David Brennan, Chief Executive Officer of the company, said: "In 2009 we delivered a strong financial performance, exceeding the targets we set at the beginning of the year. In addition, good progress was made on the pipeline; we now have five products awaiting regulatory approval, and have added four significant late stage development projects through our externalisation efforts. Our plans for the next five years confirm our commitment to research-based, innovative biopharmaceuticals.''

Further, the company said it would undertake additional restructuring within the R&D function, including a reduction in the number of disease area targets within the core therapeutic areas, a continued focus on externalisation, some consolidation of activities onto a smaller R&D site footprint, and other efficiency measures.

By 2014, the company intends to realize annual savings of $1 billion from these measures, of which one-half is estimated to be cost savings and the other half cost avoidance.
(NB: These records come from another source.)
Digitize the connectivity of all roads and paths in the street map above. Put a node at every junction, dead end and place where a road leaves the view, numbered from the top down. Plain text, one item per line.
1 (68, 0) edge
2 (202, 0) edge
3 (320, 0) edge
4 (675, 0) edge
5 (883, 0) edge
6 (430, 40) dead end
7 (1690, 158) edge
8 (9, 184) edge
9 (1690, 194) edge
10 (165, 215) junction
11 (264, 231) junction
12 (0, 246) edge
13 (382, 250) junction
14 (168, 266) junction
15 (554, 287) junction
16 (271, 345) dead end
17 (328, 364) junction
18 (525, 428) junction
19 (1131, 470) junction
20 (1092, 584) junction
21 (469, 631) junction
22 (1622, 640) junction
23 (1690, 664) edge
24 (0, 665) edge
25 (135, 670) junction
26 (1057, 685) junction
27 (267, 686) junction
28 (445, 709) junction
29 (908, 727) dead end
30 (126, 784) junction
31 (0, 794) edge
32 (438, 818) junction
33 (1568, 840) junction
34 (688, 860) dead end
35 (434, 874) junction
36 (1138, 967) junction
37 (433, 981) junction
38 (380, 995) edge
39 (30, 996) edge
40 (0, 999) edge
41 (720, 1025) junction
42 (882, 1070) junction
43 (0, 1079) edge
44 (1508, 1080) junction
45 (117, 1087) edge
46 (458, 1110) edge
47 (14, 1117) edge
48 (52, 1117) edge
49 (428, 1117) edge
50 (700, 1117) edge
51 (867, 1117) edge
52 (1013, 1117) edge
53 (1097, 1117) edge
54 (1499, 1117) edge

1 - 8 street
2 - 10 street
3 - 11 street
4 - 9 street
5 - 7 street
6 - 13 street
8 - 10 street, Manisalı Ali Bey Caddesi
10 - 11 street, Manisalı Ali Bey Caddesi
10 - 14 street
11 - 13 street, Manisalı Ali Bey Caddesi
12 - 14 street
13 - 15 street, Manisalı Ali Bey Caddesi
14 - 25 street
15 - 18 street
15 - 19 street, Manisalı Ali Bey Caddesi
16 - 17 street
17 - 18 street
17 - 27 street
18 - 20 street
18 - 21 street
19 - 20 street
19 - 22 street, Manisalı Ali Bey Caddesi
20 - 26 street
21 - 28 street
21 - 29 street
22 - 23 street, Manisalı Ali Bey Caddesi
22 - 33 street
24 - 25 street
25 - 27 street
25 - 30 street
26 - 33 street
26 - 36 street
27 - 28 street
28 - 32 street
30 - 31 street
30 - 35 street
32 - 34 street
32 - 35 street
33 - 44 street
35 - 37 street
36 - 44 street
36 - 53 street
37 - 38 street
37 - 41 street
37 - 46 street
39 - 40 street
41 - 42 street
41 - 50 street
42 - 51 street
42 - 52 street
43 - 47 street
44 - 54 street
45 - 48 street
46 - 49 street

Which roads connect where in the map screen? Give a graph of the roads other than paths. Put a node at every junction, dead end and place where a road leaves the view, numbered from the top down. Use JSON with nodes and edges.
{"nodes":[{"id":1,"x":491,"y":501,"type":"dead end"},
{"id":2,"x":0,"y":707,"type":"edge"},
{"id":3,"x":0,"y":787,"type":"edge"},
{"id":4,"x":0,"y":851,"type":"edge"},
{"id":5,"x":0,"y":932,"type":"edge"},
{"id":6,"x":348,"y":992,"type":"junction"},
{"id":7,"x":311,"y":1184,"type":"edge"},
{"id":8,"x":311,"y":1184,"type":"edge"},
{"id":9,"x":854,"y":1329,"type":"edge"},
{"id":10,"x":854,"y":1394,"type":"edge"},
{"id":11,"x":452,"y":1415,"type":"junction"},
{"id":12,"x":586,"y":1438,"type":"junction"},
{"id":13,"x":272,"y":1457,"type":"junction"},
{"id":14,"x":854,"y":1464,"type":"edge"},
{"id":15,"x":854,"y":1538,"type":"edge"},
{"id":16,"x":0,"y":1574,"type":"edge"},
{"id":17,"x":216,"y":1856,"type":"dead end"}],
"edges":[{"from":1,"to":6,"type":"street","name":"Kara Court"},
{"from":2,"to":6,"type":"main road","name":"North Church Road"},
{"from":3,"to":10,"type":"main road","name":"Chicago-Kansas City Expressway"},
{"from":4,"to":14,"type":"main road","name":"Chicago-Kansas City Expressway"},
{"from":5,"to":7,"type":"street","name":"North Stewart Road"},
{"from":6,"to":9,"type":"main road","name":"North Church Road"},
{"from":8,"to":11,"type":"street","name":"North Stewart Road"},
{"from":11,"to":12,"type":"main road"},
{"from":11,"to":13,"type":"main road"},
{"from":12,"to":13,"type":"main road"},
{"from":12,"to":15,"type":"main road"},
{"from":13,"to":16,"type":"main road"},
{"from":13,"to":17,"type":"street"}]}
Based on preliminary estimates, the drug maker expects about 3,500 positions to be affected by this program. After accounting for positions that will be retained whilst being relocated to another site, the investment in new skills and capabilities and further expansion of Biologics activities, the net reduction may be around 1,800 positions, the company said.

AstraZeneca said next phase of restructuring will result in the realization of a further $1.9 billion in estimated annual benefits by the end of 2014. When fully implemented, these programs are planned to impact an additional 10,400 positions and additional restructuring charges of $2.0 billion are anticipated between 2010 and 2013. Approximately 60% of the charges will be taken in 2010, and most of the remainder by 2011.

The company believes that revenue will be in the range of $28 billion to $34 billion per annum over the next five years and that core operating margin, before investment in research and development will be in the range of 48%-54% of revenue.

The company's Board recommended a 14% increase in the second interim dividend to $1.71, which would be paid on March 15. This brings the full year dividend to $2.30, an increase of 12%. Further, the Board adopted a progressive dividend policy, intending to maintain or grow the dividend each year.

Further, AstraZeneca said it would repurchase up to $1 billion in shares during 2010. There were no share repurchases during 2009.

Looking ahead to 2010, the company's target for core earnings per share is in the range of $5.75-$6.15. Analysts look for earnings of $5.65-$6.19.

The drug maker said revenue in 2010 would be affected by the expected loss of market exclusivity for Arimidex and for Pulmicort Respules in the U.S. The company expects up to a mid single-digit year-over-year decline in revenue in 2010 on a constant currency basis. Wall Street looks for 2010 revenues of $32.25 billion.

AZN.L is currently trading on the LSE at 2,947.50 pence, down 97.50 pence or 3.20%, on 7.24 million shares.

AZN closed Wednesday's regular trade on the NYSE at $49.64, down from the previous close of $50.07, on 1.28 million shares.